Théâtre et politique, comme le savaient les anciens, sont étroitement liés, et il est peu probable que la scène théâtrale soit vivante lorsque la politique meurt ou s'éclipse. Et pourtant, dans un pays où la politique ne semble plus composée que de momies qui prétendent diriger leur exhumation, il a été possible ces derniers jours d'assister dans un petit théâtre vénitien à une représentation si pleine de vie et d'intelligence que les spectateurs - comme cela devrait toujours être le cas au théâtre - en sont sortis plus conscients et presque physiquement régénérés. Un tel miracle n'est pas le fruit du hasard.
Piermario Vescovo, dans sa connaissance exemplaire de l'histoire du théâtre, a eu recours avec lucidité à une tradition apparemment mineure, mais en réalité, surtout en Italie, certainement majeure, celle des marionnettes.
Mais il l'a fait - et c'est là la nouveauté - en combinant la présence des corps de six actrices avec celle des marionnettes qu'elles tiennent et font bouger, de sorte qu'entre les vivants et les morts, entre les corps imposants des actrices qui jouent et les corps épars mais non moins présents des marionnettes, un échange incommensurable a lieu, dans lequel la vie continue sans cesse dans les deux sens et dont on ne sait pas à la fin si ce sont les actrices qui font bouger les marionnettes ou les marionnettes qui secouent et animent les actrices.

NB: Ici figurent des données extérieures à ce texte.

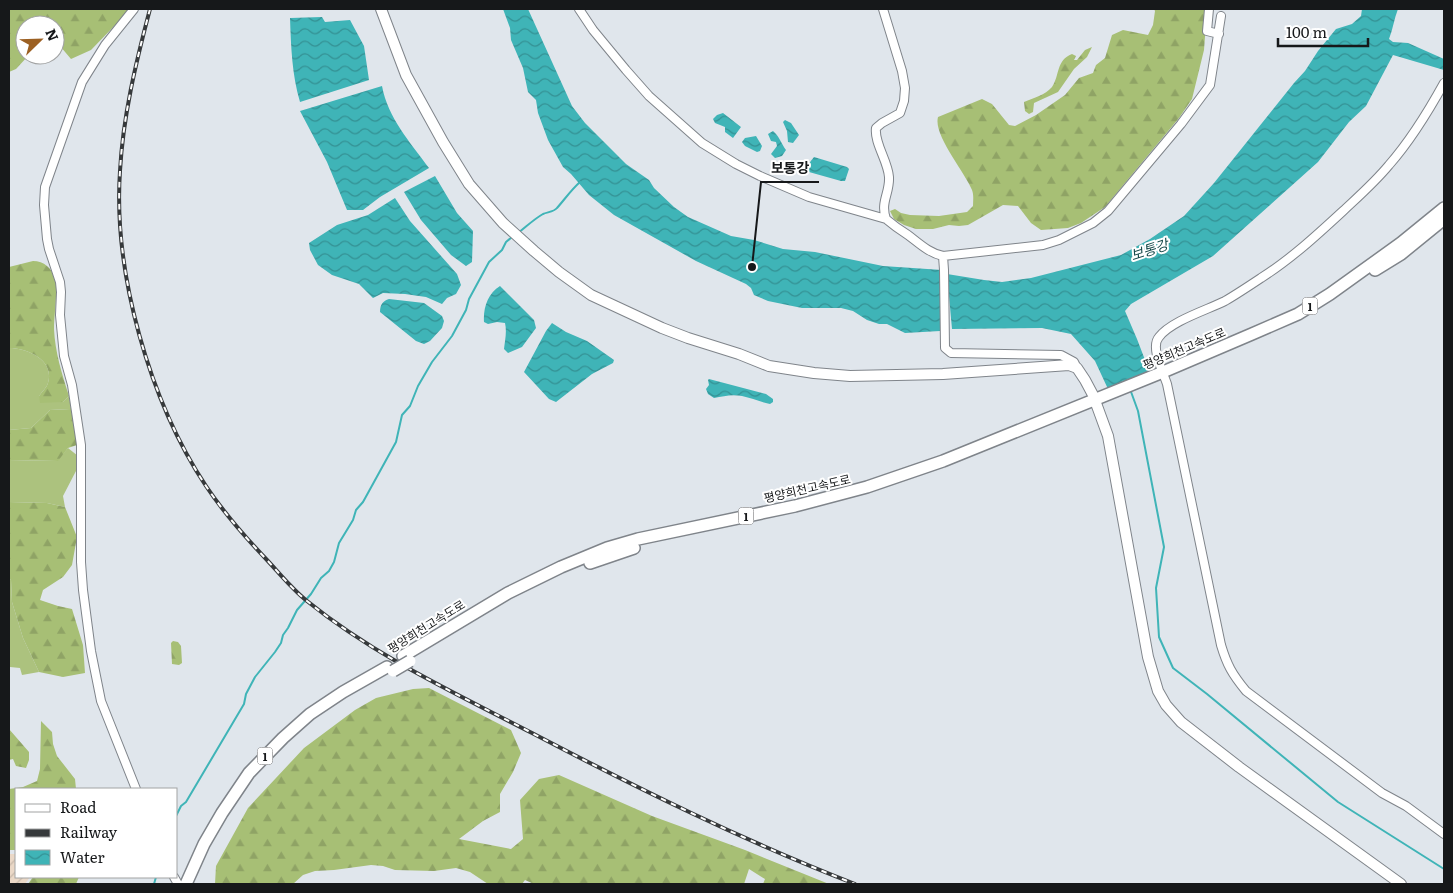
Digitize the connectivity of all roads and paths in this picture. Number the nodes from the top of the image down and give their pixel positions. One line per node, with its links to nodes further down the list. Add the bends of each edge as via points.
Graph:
1 (134, 9): 17 (street, via 82,82 45,187 44,205 49,249 60,282 64,356 81,445 82,590 95,675 101,701)
2 (381, 9): 13 (main road, via 406,75 469,184 534,251 591,294 688,338 769,366 814,373 850,376 943,374 1069,365)
3 (579, 9): 10 (street, via 649,96 702,143 736,164 809,197)
4 (883, 9): 10 (street, via 905,88 900,113 876,128 875,134 889,176 883,211)
5 (1209, 9): 7 (street, via 1207,31)
6 (1221, 16): 7 (street)
7 (1219, 34): 12 (street, via 1210,85 1108,211 1093,223 1043,245)
8 (1444, 83): 14 (street, via 1423,120 1388,166 1325,228 1276,269 1160,335 1156,346)
9 (1444, 208): 14 (highway, 평양희천고속도로 / 1, via 1401,244 1298,314)
10 (886, 218): 12 (street, via 928,251)
11 (1444, 219): 14 (highway, 평양희천고속도로 / 1, via 1401,254 1302,318 1264,337)
12 (943, 256): 13 (street, via 945,348 951,353 1060,355 1074,362)
13 (1077, 368): 15 (main road)
14 (1162, 377): 15 (highway, 평양희천고속도로 / 1); 18 (street, via 1221,644 1233,675 1246,691 1382,793)
15 (1099, 402): 16 (highway, 평양희천고속도로 / 1, bridge, via 938,470 872,493 638,546 594,561 517,595); 21 (main road, via 1148,657 1153,679 1166,705 1187,727 1239,767)
16 (390, 669): 19 (highway, 평양희천고속도로 / 1, via 343,692 310,714 249,773 204,844); 20 (highway, 평양희천고속도로 / 1, via 317,717 260,771 212,843)
17 (136, 788)
18 (1444, 834)
19 (186, 884)
20 (193, 884)
21 (1401, 884)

Nunzio Zappella, l'un des derniers grands « guaratellari » napolitains, en montrant son petit Pulcinella usé, a dit un jour : "C'est mon père". On ne saurait peut-être mieux définir le mystère qui s'installe entre le marionnettiste et sa marionnette.

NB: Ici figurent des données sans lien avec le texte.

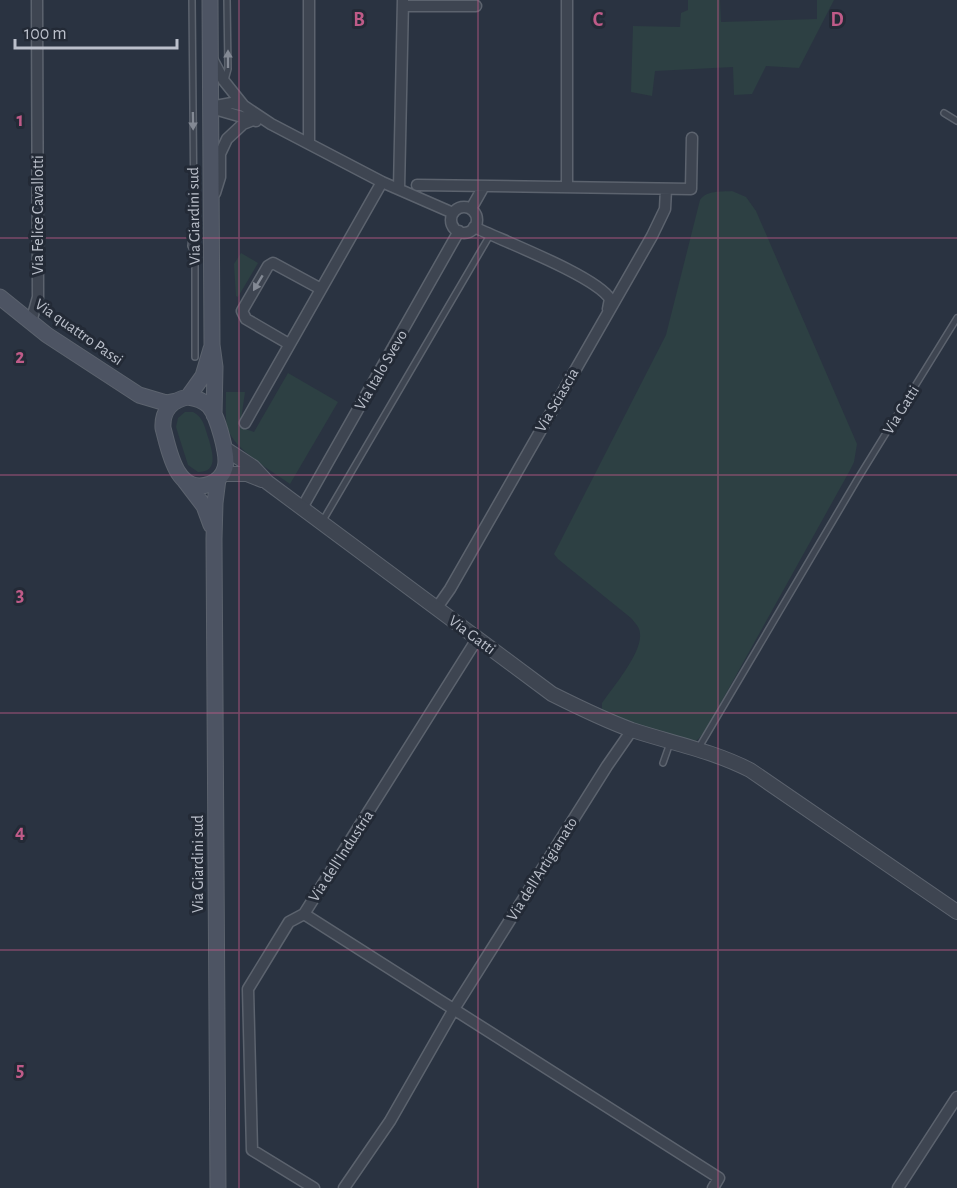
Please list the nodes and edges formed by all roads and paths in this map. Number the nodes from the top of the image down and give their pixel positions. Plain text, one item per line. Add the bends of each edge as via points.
1 (37, 0) edge
2 (192, 0) edge
3 (210, 0) edge
4 (227, 0) edge
5 (309, 0) edge
6 (567, 0) edge
7 (403, 3) edge
8 (476, 6) dead end
9 (217, 84) junction
10 (192, 86) junction
11 (244, 106) junction
12 (210, 107) junction
13 (944, 113) dead end
14 (253, 120) junction
15 (957, 121) edge
16 (271, 124) junction
17 (692, 138) dead end
18 (309, 143) junction
19 (382, 182) junction
20 (417, 185) dead end
21 (484, 186) junction
22 (567, 186) junction
23 (399, 189) junction
24 (666, 189) junction
25 (212, 202) junction
26 (471, 209) junction
27 (453, 213) junction
28 (474, 227) junction
29 (459, 231) junction
30 (490, 235) junction
31 (195, 254) junction
32 (212, 255) junction
33 (321, 289) junction
34 (0, 297) edge
35 (608, 310) junction
36 (957, 318) edge
37 (31, 322) junction
38 (289, 344) junction
39 (213, 345) junction
40 (195, 357) dead end
41 (139, 395) junction
42 (182, 399) junction
43 (214, 415) junction
44 (244, 423) dead end
45 (163, 428) junction
46 (224, 448) junction
47 (220, 476) junction
48 (185, 482) junction
49 (267, 482) junction
50 (302, 508) junction
51 (322, 523) junction
52 (214, 539) junction
53 (436, 609) junction
54 (477, 639) junction
55 (632, 730) junction
56 (670, 741) junction
57 (698, 749) junction
58 (663, 763) dead end
59 (957, 912) edge
60 (304, 914) junction
61 (454, 1009) junction
62 (957, 1097) edge
63 (218, 1188) edge
64 (314, 1188) edge
65 (344, 1188) edge
66 (713, 1188) edge
67 (898, 1188) edge

1 - 37 street, Via Felice Cavallotti via 38,297
2 - 10 lane
3 - 9 main road, Via Giardini sud via 210,54
9 -> 4 lane via 228,69
5 - 18 street
6 - 22 street
7 - 8 street
7 - 23 street
9 - 10 lane
9 - 11 street
9 - 12 main road, Via Giardini sud
10 -> 31 lane via 191,246
11 - 12 street via 232,103
11 - 16 street
12 - 14 street
12 - 25 main road, Via Giardini sud
13 - 15 lane
14 - 16 street
14 - 25 street via 227,139 220,154 220,177
16 - 18 street
17 - 24 street via 692,189
18 - 19 street
19 - 23 street
19 - 33 street
20 - 21 street
21 - 22 street
21 - 26 street
22 - 24 street
23 - 27 street
24 - 35 street, Via Sciascia via 662,216
25 - 32 main road, Via Giardini sud
26 - 27 street via 463,207
26 - 28 street via 477,217
27 - 29 street via 452,224
28 - 29 street
28 - 30 street
29 - 50 street, Via Italo Svevo
30 - 35 street via 597,287 610,299
30 - 51 lane
31 - 32 lane
31 - 40 lane
32 - 39 main road, Via Giardini sud
33 - 38 street
33 -> 38 street via 273,263 242,310 246,319
34 - 37 main road, Via quattro Passi
35 - 53 street, Via Sciascia
36 - 57 lane, Via Gatti
37 - 41 main road, Via quattro Passi
38 - 44 street
39 - 42 main road, Via Giardini sud via 203,376
39 - 43 main road, Via Giardini sud
41 - 42 main road, Via quattro Passi via 166,402
41 - 45 main road, Via quattro Passi
42 - 43 main road via 204,402
42 - 45 main road, Via Giardini sud via 166,410
43 - 46 main road, Via Giardini sud
45 - 48 main road via 175,468
46 - 47 main road, Via Giardini sud via 227,461
46 - 49 street, Via Gatti
47 - 48 main road via 201,486
47 - 49 street, Via Gatti via 247,474
47 - 52 main road, Via Giardini sud
48 - 52 main road via 204,506
49 - 50 street, Via Gatti
50 - 51 street, Via Gatti
51 - 53 street, Via Gatti
52 - 63 main road, Via Giardini sud
53 - 54 street, Via Gatti
54 - 55 street, Via Gatti via 552,694
54 - 60 street, Via dell'Industria
55 - 56 street, Via Gatti
55 - 61 street, Via dell'Artigianato
56 - 57 street, Via Gatti
56 - 58 lane
57 - 59 street, Via Gatti via 750,770
60 - 61 street
60 - 64 street, Via dell'Industria via 289,922 248,989 252,1150
61 - 65 street, Via dell'Artigianato via 390,1121
61 - 66 street via 719,1178
62 - 67 street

Mais Vescovo, en greffant ingénieusement le bunraku japonais sur la tradition de la comédie italienne, a fait plus : il a transformé un texte mineur de Goldoni (l'Incognita - qui n'avait pas été joué depuis la mort de l'auteur) en quelque chose de provocant et de férocement actuel.
La leçon à en tirer est que l'effondrement de toutes les institutions, pas seulement politiques, que nous connaissons actuellement ne nous rend pas nécessairement impuissants : il est toujours possible de trouver dans le passé et de chérir, même dans les conditions les plus défavorables, la graine vernie qui ne manquera pas de s'ouvrir le moment venu.